Problem requirements: Report each line of the records below that holds the word "Schapplachhalde".

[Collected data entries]

▼▼▼

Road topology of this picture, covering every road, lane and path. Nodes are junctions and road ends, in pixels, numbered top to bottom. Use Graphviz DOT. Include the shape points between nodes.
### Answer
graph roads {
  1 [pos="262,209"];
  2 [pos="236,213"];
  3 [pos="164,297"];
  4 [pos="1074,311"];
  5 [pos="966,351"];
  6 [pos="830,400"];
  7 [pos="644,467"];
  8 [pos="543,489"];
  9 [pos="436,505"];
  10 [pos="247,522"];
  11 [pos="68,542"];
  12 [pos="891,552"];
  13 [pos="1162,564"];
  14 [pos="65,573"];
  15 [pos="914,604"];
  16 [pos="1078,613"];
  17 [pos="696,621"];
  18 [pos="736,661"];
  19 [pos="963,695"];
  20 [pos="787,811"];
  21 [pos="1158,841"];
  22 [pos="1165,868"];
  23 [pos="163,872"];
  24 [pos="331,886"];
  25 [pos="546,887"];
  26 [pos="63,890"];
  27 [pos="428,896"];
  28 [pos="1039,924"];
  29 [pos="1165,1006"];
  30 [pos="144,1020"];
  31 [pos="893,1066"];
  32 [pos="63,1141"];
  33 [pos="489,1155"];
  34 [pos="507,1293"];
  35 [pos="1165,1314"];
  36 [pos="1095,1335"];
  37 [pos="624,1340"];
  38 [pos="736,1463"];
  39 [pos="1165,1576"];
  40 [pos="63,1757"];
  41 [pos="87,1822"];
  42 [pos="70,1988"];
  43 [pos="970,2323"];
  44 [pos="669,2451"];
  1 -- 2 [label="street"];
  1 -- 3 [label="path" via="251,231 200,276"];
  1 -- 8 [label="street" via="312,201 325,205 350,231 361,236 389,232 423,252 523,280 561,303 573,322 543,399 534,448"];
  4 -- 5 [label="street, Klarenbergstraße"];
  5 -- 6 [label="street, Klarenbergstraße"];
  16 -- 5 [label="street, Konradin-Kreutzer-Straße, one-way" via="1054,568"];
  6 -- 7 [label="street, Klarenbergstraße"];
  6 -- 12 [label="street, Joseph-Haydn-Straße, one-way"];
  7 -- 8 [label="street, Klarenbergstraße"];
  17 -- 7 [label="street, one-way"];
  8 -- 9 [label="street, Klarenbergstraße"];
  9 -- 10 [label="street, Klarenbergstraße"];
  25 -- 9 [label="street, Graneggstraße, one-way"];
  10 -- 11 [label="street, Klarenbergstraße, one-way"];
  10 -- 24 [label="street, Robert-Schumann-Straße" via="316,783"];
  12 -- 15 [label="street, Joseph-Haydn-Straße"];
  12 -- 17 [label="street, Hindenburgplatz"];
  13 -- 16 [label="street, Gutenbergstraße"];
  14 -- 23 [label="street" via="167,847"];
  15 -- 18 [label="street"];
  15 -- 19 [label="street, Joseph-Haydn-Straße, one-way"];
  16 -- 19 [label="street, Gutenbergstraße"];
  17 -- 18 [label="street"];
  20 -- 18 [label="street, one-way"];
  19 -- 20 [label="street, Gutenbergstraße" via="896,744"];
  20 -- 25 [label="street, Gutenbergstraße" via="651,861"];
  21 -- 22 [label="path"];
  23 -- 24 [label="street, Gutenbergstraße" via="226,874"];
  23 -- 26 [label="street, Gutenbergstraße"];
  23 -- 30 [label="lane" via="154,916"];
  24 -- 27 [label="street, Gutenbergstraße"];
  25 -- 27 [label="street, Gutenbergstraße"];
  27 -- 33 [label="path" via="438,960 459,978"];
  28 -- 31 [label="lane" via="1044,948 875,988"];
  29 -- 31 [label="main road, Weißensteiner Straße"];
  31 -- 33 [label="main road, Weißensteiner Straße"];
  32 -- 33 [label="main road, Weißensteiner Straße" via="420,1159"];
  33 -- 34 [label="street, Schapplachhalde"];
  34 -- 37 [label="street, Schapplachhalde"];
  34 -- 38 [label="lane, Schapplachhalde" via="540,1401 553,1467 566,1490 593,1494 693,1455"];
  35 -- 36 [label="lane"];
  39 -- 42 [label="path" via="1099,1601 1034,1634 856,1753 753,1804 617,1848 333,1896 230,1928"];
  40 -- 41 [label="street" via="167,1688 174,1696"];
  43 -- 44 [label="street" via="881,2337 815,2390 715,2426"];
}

▲▲▲

Output for this exercise:
  33 -- 34 [label="street, Schapplachhalde"];
  34 -- 37 [label="street, Schapplachhalde"];
  34 -- 38 [label="lane, Schapplachhalde" via="540,1401 553,1467 566,1490 593,1494 693,1455"];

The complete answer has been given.